*DATA FOR THE TASK:*
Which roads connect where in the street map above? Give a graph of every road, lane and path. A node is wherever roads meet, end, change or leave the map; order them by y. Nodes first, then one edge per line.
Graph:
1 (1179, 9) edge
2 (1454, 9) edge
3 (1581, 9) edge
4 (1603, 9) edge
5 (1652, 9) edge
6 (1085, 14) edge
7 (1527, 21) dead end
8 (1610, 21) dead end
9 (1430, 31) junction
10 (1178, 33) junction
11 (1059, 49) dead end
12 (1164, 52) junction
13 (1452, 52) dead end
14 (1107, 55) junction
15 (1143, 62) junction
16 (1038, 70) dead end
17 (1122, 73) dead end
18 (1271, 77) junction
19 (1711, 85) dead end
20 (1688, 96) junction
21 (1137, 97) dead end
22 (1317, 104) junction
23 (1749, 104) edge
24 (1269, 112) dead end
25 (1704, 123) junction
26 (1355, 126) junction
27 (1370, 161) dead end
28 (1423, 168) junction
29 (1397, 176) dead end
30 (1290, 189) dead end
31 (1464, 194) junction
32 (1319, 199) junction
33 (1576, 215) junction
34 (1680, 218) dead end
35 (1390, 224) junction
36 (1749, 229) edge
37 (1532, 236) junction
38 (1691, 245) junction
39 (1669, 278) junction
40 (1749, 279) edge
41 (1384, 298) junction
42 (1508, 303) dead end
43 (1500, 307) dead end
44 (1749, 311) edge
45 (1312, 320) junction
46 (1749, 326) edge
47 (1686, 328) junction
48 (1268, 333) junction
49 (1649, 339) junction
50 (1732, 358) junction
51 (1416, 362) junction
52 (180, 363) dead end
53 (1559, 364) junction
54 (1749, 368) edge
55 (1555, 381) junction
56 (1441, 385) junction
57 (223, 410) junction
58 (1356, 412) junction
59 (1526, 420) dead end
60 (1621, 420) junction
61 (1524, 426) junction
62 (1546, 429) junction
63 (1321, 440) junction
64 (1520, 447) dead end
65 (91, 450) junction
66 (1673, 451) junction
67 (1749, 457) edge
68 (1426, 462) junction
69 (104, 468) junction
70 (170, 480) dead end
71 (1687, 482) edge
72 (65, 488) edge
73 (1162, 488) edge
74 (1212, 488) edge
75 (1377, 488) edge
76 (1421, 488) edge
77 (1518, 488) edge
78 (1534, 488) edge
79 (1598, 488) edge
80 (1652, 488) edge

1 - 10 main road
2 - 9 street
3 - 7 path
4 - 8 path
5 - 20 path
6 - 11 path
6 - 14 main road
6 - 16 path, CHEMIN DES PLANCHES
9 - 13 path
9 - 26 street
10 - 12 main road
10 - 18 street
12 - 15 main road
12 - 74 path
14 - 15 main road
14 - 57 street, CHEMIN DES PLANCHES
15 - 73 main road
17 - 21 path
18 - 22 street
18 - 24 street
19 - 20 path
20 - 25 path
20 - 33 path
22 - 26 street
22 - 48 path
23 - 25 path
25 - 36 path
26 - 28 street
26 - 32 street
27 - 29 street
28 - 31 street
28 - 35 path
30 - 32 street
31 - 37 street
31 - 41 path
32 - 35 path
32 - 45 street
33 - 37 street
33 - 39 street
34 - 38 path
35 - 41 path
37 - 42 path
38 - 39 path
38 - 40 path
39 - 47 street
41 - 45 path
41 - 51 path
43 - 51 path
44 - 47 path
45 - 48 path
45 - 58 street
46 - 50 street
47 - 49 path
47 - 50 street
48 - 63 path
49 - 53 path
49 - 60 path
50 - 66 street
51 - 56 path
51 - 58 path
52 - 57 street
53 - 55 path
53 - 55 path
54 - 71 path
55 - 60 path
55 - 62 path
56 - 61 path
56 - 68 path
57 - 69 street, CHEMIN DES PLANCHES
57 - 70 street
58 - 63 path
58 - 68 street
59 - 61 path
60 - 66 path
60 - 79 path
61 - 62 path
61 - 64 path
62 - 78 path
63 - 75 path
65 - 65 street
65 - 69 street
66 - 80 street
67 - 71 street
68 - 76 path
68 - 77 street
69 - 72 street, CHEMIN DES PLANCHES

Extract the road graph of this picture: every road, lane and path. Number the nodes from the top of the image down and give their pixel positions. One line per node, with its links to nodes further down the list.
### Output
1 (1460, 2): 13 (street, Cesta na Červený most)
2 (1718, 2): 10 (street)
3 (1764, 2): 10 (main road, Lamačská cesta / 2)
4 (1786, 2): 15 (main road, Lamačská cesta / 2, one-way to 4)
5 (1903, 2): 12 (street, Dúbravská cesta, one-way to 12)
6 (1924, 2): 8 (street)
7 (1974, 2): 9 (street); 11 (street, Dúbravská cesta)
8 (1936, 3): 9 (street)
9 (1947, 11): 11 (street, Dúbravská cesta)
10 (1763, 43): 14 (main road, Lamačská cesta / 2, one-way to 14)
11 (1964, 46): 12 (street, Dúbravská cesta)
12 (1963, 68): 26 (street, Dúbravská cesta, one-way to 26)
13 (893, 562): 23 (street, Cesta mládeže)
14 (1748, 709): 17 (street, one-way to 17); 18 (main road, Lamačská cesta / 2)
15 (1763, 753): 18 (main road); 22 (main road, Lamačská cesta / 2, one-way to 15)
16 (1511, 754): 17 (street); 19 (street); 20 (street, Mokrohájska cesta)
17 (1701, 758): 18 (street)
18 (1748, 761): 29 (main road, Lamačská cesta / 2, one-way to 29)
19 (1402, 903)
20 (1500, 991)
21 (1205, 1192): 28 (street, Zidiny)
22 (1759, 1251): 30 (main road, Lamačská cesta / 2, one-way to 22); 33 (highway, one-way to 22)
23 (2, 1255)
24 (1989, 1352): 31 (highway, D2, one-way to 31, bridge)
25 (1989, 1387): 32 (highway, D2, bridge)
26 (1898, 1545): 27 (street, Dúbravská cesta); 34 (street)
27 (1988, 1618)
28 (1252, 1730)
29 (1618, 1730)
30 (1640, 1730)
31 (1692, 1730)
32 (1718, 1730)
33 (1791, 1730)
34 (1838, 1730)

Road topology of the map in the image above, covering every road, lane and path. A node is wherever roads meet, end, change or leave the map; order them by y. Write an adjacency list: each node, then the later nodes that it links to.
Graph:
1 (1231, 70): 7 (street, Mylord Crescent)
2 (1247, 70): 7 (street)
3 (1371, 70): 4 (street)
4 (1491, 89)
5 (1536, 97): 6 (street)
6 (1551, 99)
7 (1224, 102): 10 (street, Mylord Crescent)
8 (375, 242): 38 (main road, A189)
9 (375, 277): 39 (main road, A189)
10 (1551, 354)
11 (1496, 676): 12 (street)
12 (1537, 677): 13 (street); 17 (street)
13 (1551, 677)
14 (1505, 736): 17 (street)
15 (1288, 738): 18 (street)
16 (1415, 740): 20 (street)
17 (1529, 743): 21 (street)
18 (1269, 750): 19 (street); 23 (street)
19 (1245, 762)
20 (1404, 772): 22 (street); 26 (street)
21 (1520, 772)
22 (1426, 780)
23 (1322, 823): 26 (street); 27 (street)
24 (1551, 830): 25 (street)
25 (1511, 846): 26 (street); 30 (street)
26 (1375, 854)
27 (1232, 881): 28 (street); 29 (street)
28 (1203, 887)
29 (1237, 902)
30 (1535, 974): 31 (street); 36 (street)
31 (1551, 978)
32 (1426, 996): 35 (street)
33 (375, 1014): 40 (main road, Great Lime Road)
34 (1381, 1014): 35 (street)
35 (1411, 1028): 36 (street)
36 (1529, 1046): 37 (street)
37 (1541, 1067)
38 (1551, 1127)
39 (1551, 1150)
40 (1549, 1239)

*YOUR TASK:* Bring together every line in the entries that holds the string "order".

*OUTPUT BELOW:*
Which roads connect where in the street map above? Give a graph of every road, lane and path. A node is wherever roads meet, end, change or leave the map; order them by y. Nodes first, then one edge per line.
Road topology of the map in the image above, covering every road, lane and path. A node is wherever roads meet, end, change or leave the map; order them by y. Write an adjacency list: each node, then the later nodes that it links to.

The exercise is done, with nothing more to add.